FEITICEIRO DO MAR: EXILIADO

  O homem pálido e cabelos tão claros quanto sua pele, caminha pela pequena ponte de madeira que passava sobre um pequeno pântano esverdeado e borbulhante. O céu do amanhecer parecia mais escuro nessa parte do oceano.
  As unhas tingidas por um tom escuro e consideravelmente longas, se mexiam junto com os dedos, batendo contra as laterais de suas pernas, acompanhando o som do baixo assovio que entoava de seus lábios cheios.

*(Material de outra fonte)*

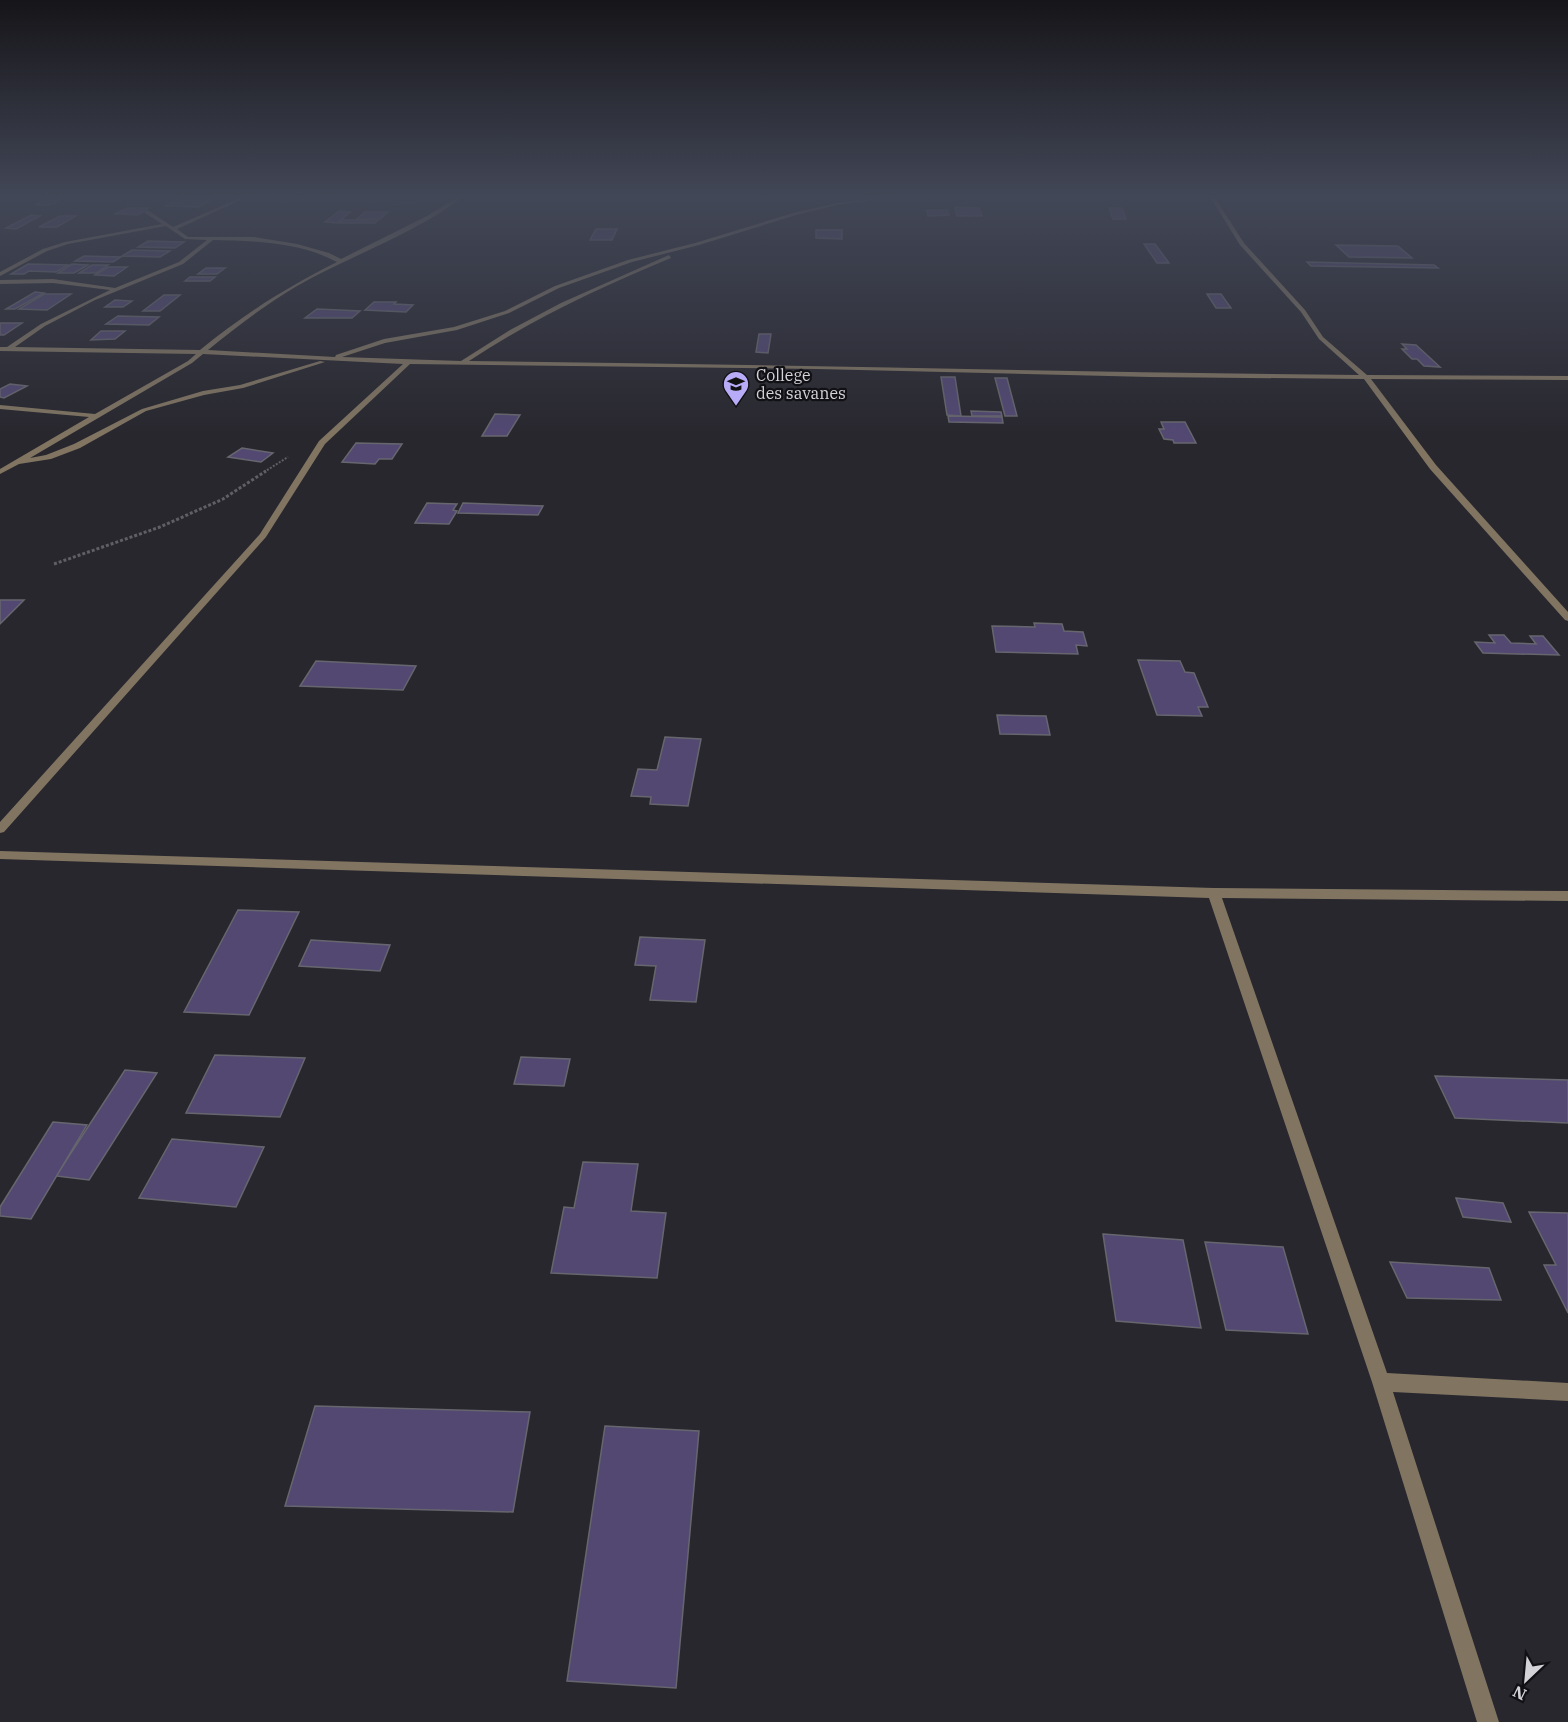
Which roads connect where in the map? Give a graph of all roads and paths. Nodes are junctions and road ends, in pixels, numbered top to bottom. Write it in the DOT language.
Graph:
graph roads {
  1 [pos="149,275"];
  2 [pos="315,275"];
  3 [pos="590,275"];
  4 [pos="627,275"];
  5 [pos="1271,275"];
  6 [pos="0,282"];
  7 [pos="114,289"];
  8 [pos="0,349"];
  9 [pos="9,350"];
  10 [pos="201,352"];
  11 [pos="332,358"];
  12 [pos="408,362"];
  13 [pos="463,362"];
  14 [pos="1366,377"];
  15 [pos="1568,378"];
  16 [pos="0,407"];
  17 [pos="96,416"];
  18 [pos="322,443"];
  19 [pos="19,462"];
  20 [pos="0,472"];
  21 [pos="54,564"];
  22 [pos="1568,618"];
  23 [pos="0,829"];
  24 [pos="0,855"];
  25 [pos="1214,893"];
  26 [pos="1568,896"];
  27 [pos="1381,1382"];
  28 [pos="1568,1392"];
  29 [pos="1488,1722"];
  1 -- 7 [label="street"];
  2 -- 10 [label="street"];
  3 -- 11 [label="street"];
  4 -- 13 [label="street"];
  5 -- 14 [label="street"];
  6 -- 7 [label="street"];
  7 -- 9 [label="street"];
  8 -- 9 [label="street"];
  9 -- 10 [label="street"];
  10 -- 11 [label="street"];
  10 -- 17 [label="street"];
  11 -- 12 [label="street"];
  11 -- 19 [label="street"];
  12 -- 13 [label="street"];
  12 -- 18 [label="street"];
  13 -- 14 [label="street"];
  14 -- 15 [label="street"];
  14 -- 22 [label="street"];
  16 -- 17 [label="street"];
  17 -- 19 [label="street"];
  18 -- 21 [label="path"];
  18 -- 23 [label="street"];
  19 -- 20 [label="street"];
  24 -- 25 [label="street"];
  25 -- 26 [label="street"];
  25 -- 27 [label="street"];
  27 -- 28 [label="street"];
  27 -- 29 [label="street"];
}
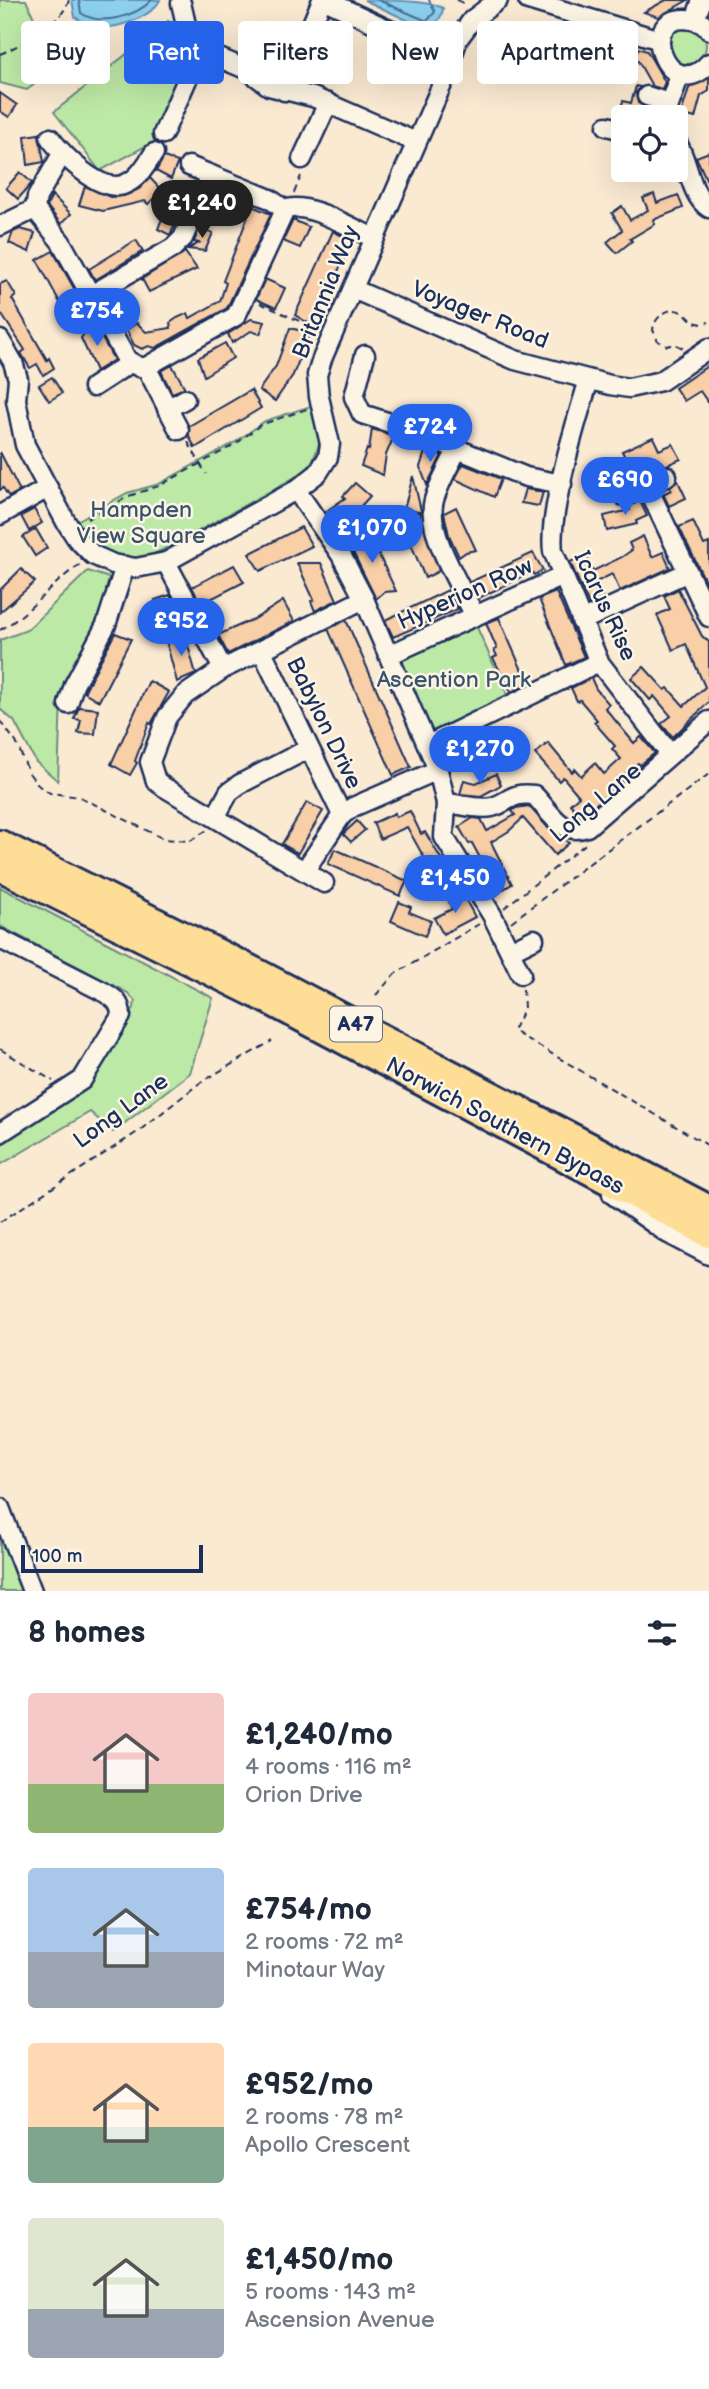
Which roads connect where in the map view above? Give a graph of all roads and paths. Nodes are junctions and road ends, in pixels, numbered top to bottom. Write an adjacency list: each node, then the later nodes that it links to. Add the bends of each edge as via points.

  Calmamente, após atravessar a pequena ponte, ele caminha até à velha cabana de madeira com uma mata alta na parte detrás e dos lados. Sua mão vai até à porta, a empurrando para dentro, sem antes bater ou esperar ser convidado.
  — Darcy! Estou entrando. — Ele anuncia já dentro da cabana.
  O lugar conseguia ser ainda mais escuro que do lado de fora, com poucas velas iluminando algumas partes. O cheiro forte de fumaça misturado a incensos naturais rodeava cada canto da cabana que rangia toda vez que alguém caminhava dentro dela. Frascos com os mais variados tipos de líquidos coloridos estavam espalhados por todos os lados, assim como insetos e pequenos bichos mortos; mas alguns ainda estavam vivos, visto que sapos saltitavam e coaxavam em um canto onde havia um pequeno buraco no chão, cheio com a água que ficava debaixo da cabana.
  — Feiticeiro do mar, o que faz aqui? — A mulher parada atrás de uma bola de vidro, pergunta.
  O vestido encardido e sujo como sua pele, deixava a amostra todas as escritas em tinta preta que cobriam seus braços, mas escondiam as que estavam nas pernas e no seu torço. Os cabelos avermelhados e soltos estavam completamente emaranhados em bolos de enroscos. E seus pulsos e tornozelos, estavam completamente adornados por quinquilharias que faziam barulho quando ela se mexia.
  — Só passei para visitar uma velha amiga. — O feiticeiro sorri, enquanto apoia os braços sobre o balcão de madeira que os separava.
  Por trás da venda que tapava sua visão, as sobrancelhas de Darcy se franzem, enquanto um sorriso manchado e sujo surgia em seus lábios tingidos de vermelho.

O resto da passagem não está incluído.